Evidence Requirements

Checkpoint Required artifact What "no evidence" looks like
End of Step 1 A slice definition naming what's included and what's deferred "I'll start coding and see how big it gets."
End of Step 2 A feature flag committed off-by-default with a deletion-plan comment "We can add the flag later if needed."
End of Step 3 Tests pass; flag-on and flag-off paths both exercised by tests "It works behind the flag."
End of Step 4 (refactor) Before/after test runner output + (if applicable) perf benchmark numbers "Refactor preserves behavior — trust me."
End of Step 5 Rollout sequence with monitoring observations at each ramp step "It's at 100%, looks fine."
End of Step 6 Either a flag-removal PR or a written learning from a revert "We'll get to flag cleanup eventually."

Red Flags

  • The slice is more than 500 lines of diff. It's not a slice; it's a feature. Split it.
  • The feature flag has no deletion plan.

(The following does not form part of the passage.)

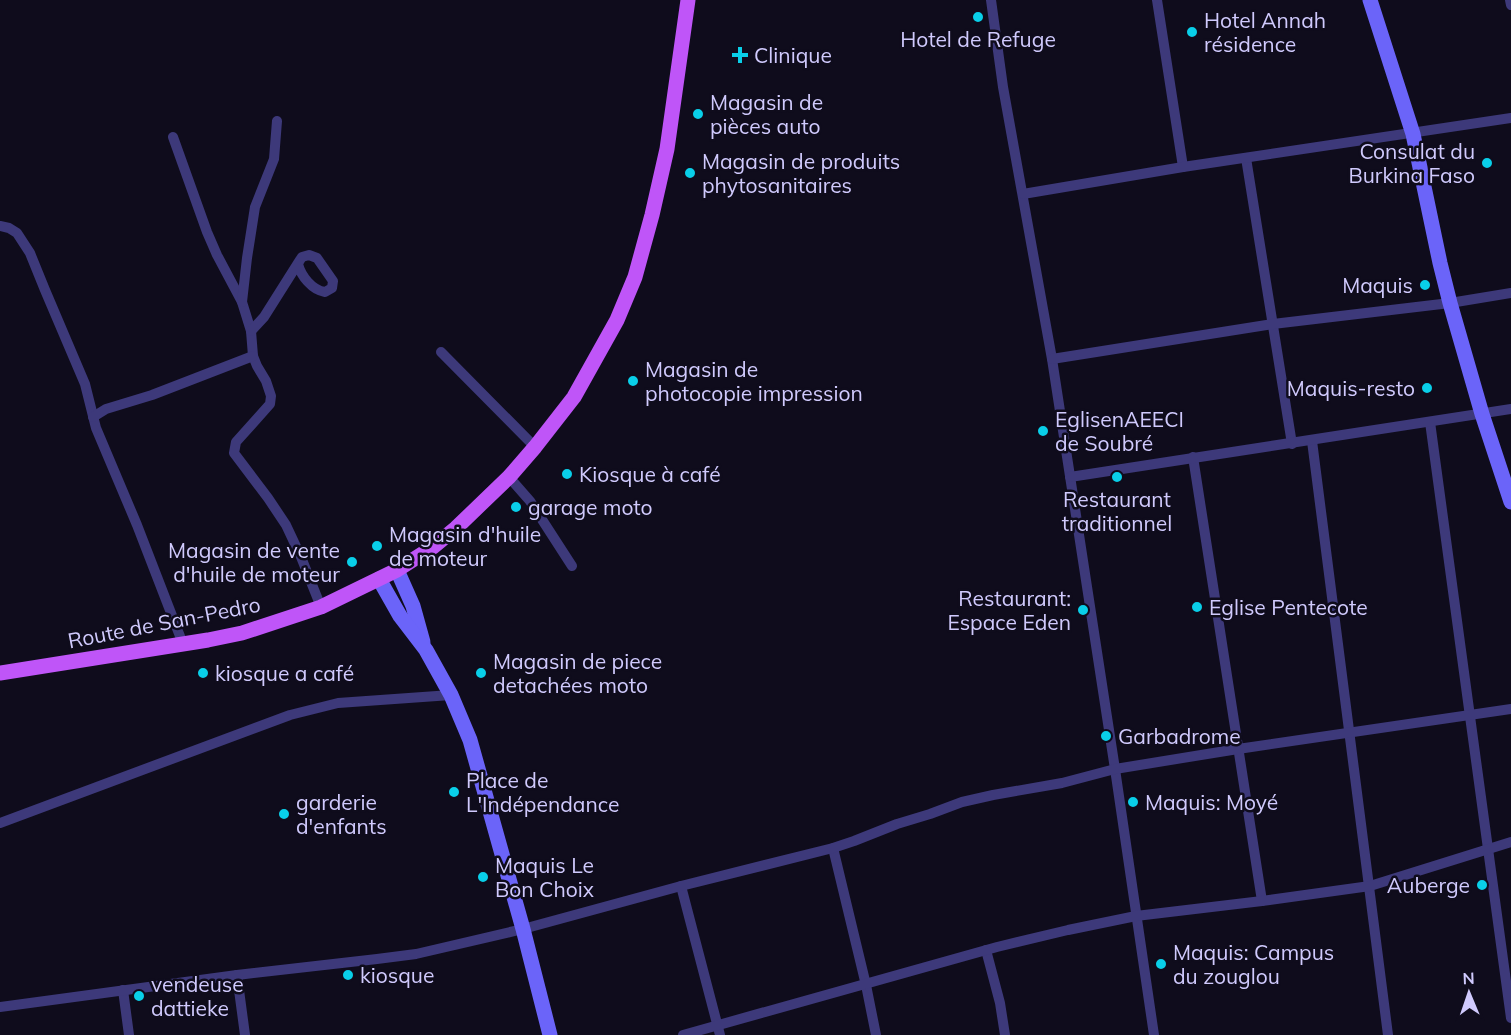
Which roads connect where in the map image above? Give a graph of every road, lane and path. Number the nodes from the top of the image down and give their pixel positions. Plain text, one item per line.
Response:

The flag will outlive the feature.
  • Step 4's "after" benchmark is missing because "perf isn't a concern here." If the code runs in production, perf is always a concern; document the cold-path decision explicitly.
  • The rollout went directly from 0% to 100%. Either the slice was trivial (was the flag needed?) or the discipline was skipped.
  • The PR contains both a feature gate and a "while I was here" cleanup. Split before review.
  • Multiple flags in flight for related slices and you can't remember which is which. Slow down; the flag-cycle is supposed to be short.

References

  • Martin Fowler, Refactoring (Addison-Wesley, 2nd ed. 2018), Chapter 1 "Refactoring: A First Example" — the principle "make the change easy, then make the easy change" applied to vertical slicing. Step 4's refactor-with-evidence operationalizes Fowler's "test before, test after" rule with explicit artifact capture.
  • Pete Hodgson, "Feature Toggles" (martinfowler.com, 2017) — the categorization of release toggles vs. permission toggles, plus the discipline that release toggles should have a short lifetime. Step 6's deletion requirement operationalizes that discipline.